Thursday, February 22, 2007

discussing Decoding Advertisements

We started with a little background in structuralism, as a way into understanding where semiotics comes from and the matters it considers important: structures. Yes, well.

And then we looked at how Williamson introduces semiotic terminology bit by bit, building a complex system of relations among the terms but also then, necessarily, building more and more complex systems for analysis -- which leads into the question of how much the system itself calls into play the dense ideological structures Williamson says we can never escape.

But that may be moving too quickly to the end of our discussion.

From the beginning, we all could see that the Williamson book does build, does have its own structure: Williams starts from the notion of difference as the base semiotic notion -- that we have language only because we define terms by considering something in its differences from other things -- to the notion of sign, to sign as signifier and signified, to the idea that a signifier-signified pair can itself be a signifier for another signified, to the idea that such layering become referent systems, all of which only point within or to each other. And so what is denoted is never "natural" or "real," but only ever, finally, the product being sold. We are caught up, then, in formal structures that only ever point at, circle about and within, other structures.
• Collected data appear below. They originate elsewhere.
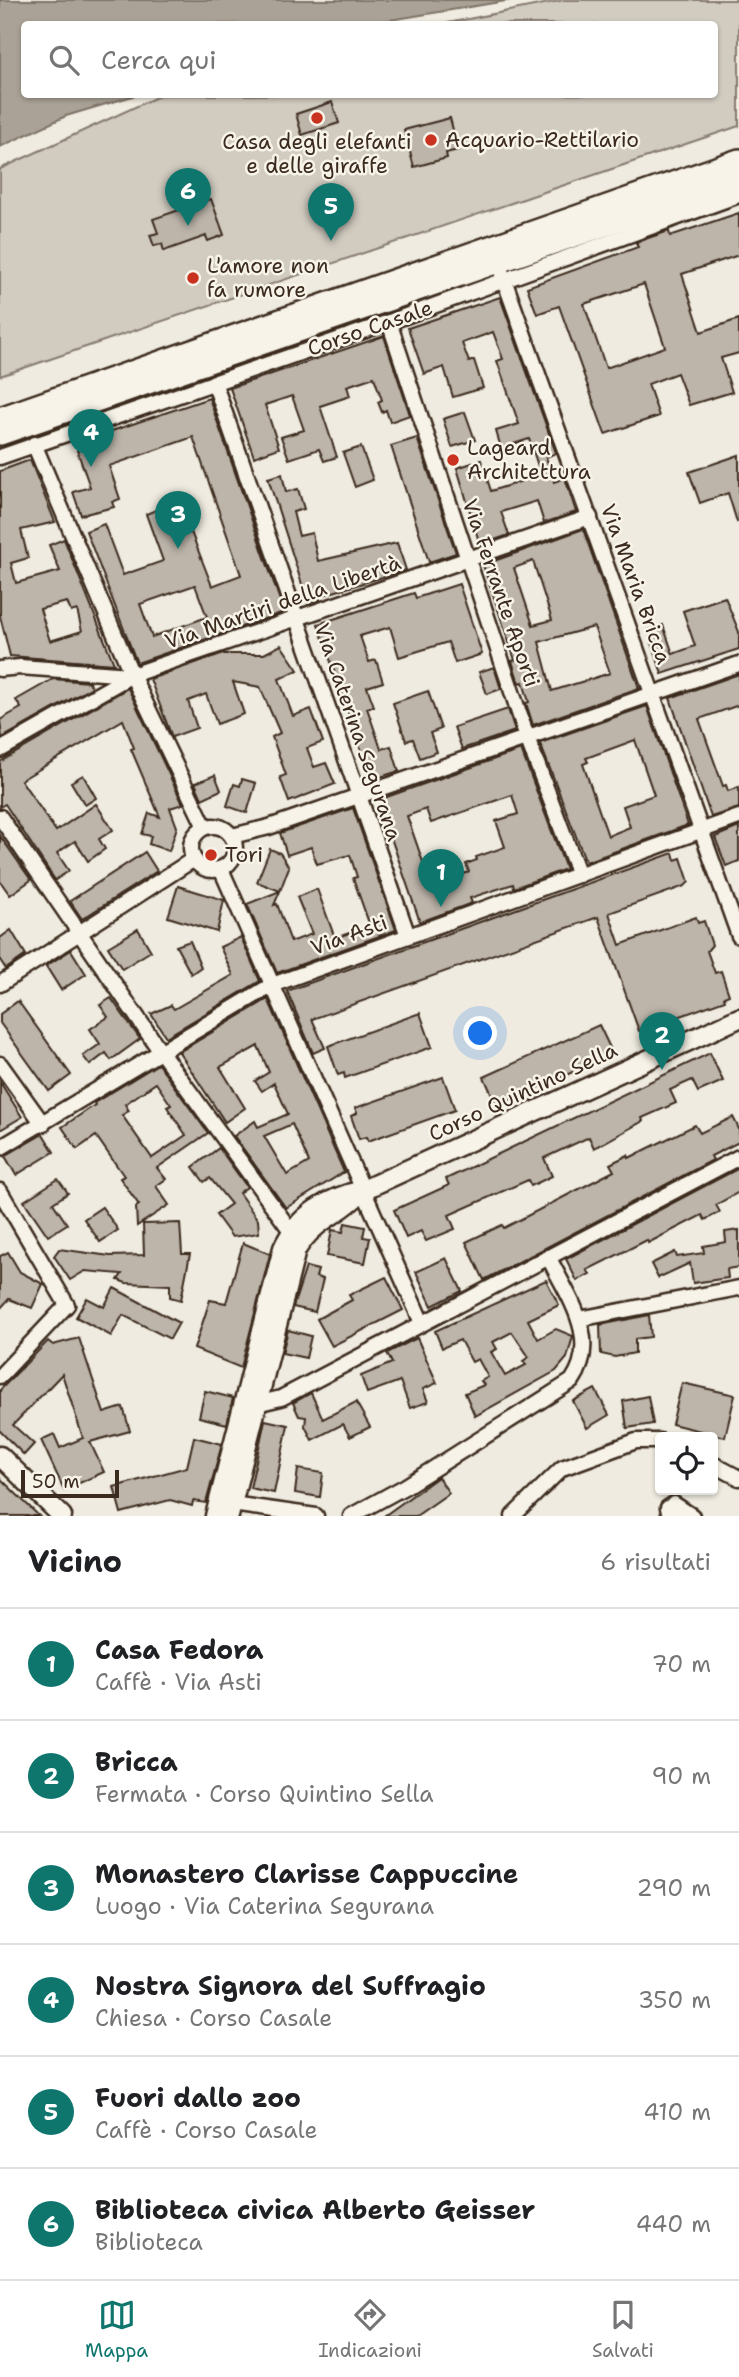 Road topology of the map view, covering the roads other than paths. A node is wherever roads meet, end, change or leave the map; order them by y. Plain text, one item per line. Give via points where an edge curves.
1 (739, 160) edge
2 (739, 179) edge
3 (739, 195) edge
4 (498, 263) junction
5 (388, 322) junction
6 (214, 382) junction
7 (0, 418) edge
8 (0, 433) edge
9 (34, 444) junction
10 (0, 457) edge
11 (590, 517) junction
12 (468, 562) junction
13 (296, 618) junction
14 (739, 664) edge
15 (0, 668) edge
16 (132, 675) junction
17 (653, 694) junction
18 (528, 740) junction
19 (0, 750) edge
20 (357, 797) junction
21 (0, 817) edge
22 (739, 817) edge
23 (205, 827) junction
24 (701, 831) junction
25 (232, 836) junction
26 (194, 859) junction
27 (221, 869) junction
28 (579, 875) junction
29 (79, 932) junction
30 (408, 936) junction
31 (739, 936) edge
32 (0, 984) edge
33 (272, 985) junction
34 (739, 1018) edge
35 (161, 1052) junction
36 (0, 1064) edge
37 (43, 1124) junction
38 (0, 1148) edge
39 (739, 1157) edge
40 (363, 1190) junction
41 (0, 1191) edge
42 (291, 1231) junction
43 (549, 1258) junction
44 (739, 1288) edge
45 (579, 1319) junction
46 (422, 1323) junction
47 (0, 1376) edge
48 (252, 1404) junction
49 (655, 1441) edge
50 (0, 1456) edge
51 (718, 1467) edge
52 (739, 1478) edge
53 (231, 1510) edge
54 (62, 1516) edge
55 (215, 1516) edge
56 (316, 1516) edge
57 (351, 1516) edge
58 (513, 1516) edge
59 (670, 1516) edge
60 (692, 1516) edge

1 - 4 main road, Corso Casale
2 - 4 main road, Corso Casale
3 - 4 street, Corso Casale
4 - 5 street, Corso Casale
4 - 7 main road, Corso Casale
4 - 8 main road, Corso Casale
4 - 11 street, Via Maria Bricca
5 - 6 street, Corso Casale
5 - 12 street, Via Ferrante Aporti
6 - 9 street, Corso Casale
6 - 13 street, Via Caterina Segurana
9 - 10 street, Corso Casale
9 - 16 street
11 - 12 street, Via Martiri della Libertà
11 - 17 street, Via Maria Bricca
12 - 13 street, Via Martiri della Libertà
12 - 18 street, Via Ferrante Aporti
13 - 16 street, Via Martiri della Libertà
13 - 20 street, Via Caterina Segurana
14 - 17 street
15 - 16 street
16 - 19 street, Via Martiri della Libertà
16 - 23 street
17 - 18 street
17 - 24 street, Via Maria Bricca
18 - 20 street
18 - 28 street, Via Ferrante Aporti
20 - 25 street
20 - 30 street, Via Caterina Segurana
21 - 29 street
22 - 24 street, Via Asti
23 - 25 street via 221,827
23 - 26 street via 192,841
24 - 28 street, Via Asti
24 - 31 street, Via Maria Bricca
25 - 27 street via 236,850
26 - 27 street via 208,869
26 - 29 street
27 - 33 street
28 - 30 street, Via Asti
29 - 32 street
29 - 35 street
30 - 33 street, Via Asti
33 - 35 street, Via Asti
33 - 40 street
34 - 40 street, Corso Quintino Sella
35 - 37 street, Via Asti
35 - 42 street
36 - 37 street
37 - 38 street, Via Asti
39 - 43 street
40 - 42 street, Corso Quintino Sella via 318,1208
40 - 46 street
40 - 48 street, Corso Quintino Sella via 350,1205 317,1223 296,1250
41 - 47 street via 67,1305
42 - 48 street, Corso Quintino Sella via 283,1248
43 - 45 street
43 - 46 street
44 - 45 street
45 - 57 street via 586,1342 584,1359 572,1381
46 - 48 street via 281,1398
48 - 53 street, Corso Quintino Sella
48 - 55 street, Corso Quintino Sella
49 - 58 street via 636,1441 562,1468
50 - 54 street
51 - 52 street
53 - 56 street
59 - 60 street via 667,1511 674,1504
As we talked, we came to see and understand that Williamson's initial set of example ads depend completely on a particular type of ad, one in which there are two objects, with the qualities of one object transferring to another. In questioning how Williamson's structural analyses might work on more recent advertising (Alexa brought up the ongoing Absolut series of ads, for example, which depend on audience knowledge of the series) we talked about how Williamson's system of 1978 relied on then-available ads -- but Williamson would be ready with reply to newer ads: she could extend aspects of the structure she builds (such as the notion of how hermeneutics works in advertising ["by being given something to decipher, our comprehension is channeled in one direction only" 78], as well as her understanding of the purposes of advertising to build always internally-facing referent systems, to speak of the referent system of Absolut ads as building off audience desire to be in the know -- but the know is not something outside the system, and instead is completely inside the system, completely self-referential. Williamson would probably have a field day.

But it was questioning like that that led us to name a concern with Williamson's approach. Williamson acknowledges the powers of advertising because of these self-referential systems she describes, these systems that hold us within them so that there seems to be no outside, such that we "become signified by, and then summarized by, things": we become -- we are -- the "sum of [our] consumer goods" (179). Williamson also acknowledges the "danger in structural analysis, because of its introversion and lack of context" (178). That is, structural analysis (as Williamson presents it) is just as circular, system-building, and therefore all-inclusive of itself, as advertising: which begets the other?

There is a sense of defeat about the book, a pessimistic giving-in to the all inclusiveness of the system: Williamson ends by saying that the value of learning to decode isn't learning the code but learning to change the system. How is that ever possible if the system is -- by its very definition -- all-encompassing? But Alexa's question also led us to question how changes in ads come about, how changes in -- for example -- conceptions of male and female come about (because the first perfume ad we could find was for man scents), or changes in technological systems that shift what is advertised and how. The system of advertising is *not* cut off from other systems -- technological, cultural, geographic, gender, ethnicities -- and so ought not be discussed outside those other systems. What sort of semiotic analyses would help us with such extensions? (And would they only build bigger and even more inescapable structures?)

Other questions that appeared as we discussed, and to which we ought to return:

  • How would you use a semiotic visual methodology in teaching undergraduate courses like Revisions or Tech Comm? What use would there be for people in your classes in such teaching? What would you emphasize? What cautions would you give?

  • Semiotic analysis (as Williamson presents it) is a form of compositional analysis, by definition: it focuses on how ads are composed. Whereas Bang, Dondis, or Arnheim appeal to (an ideology of) the universal body as the explanation of why visual compositions work, Williamson appeals to ideology itself. How is Williamson's approach NOT an example of teaching people to have a "good eye" (to follow Rose's critique) -- with the "good eye" here being one that judges visuals not in terms of beauty but rather in terms of late twentieth century academic critiques of bad consciousness?

  • Given that Williamson's system depends on transfer of meaning among different signifier/signified pairs, how applicable is such a system to other kinds of visual genres (film, plays, TV shows) where there rarely are -- as in advertising -- present at the same time such sr-sd pairs? Or do we need to shift what we consider to be the sr-sd pairs?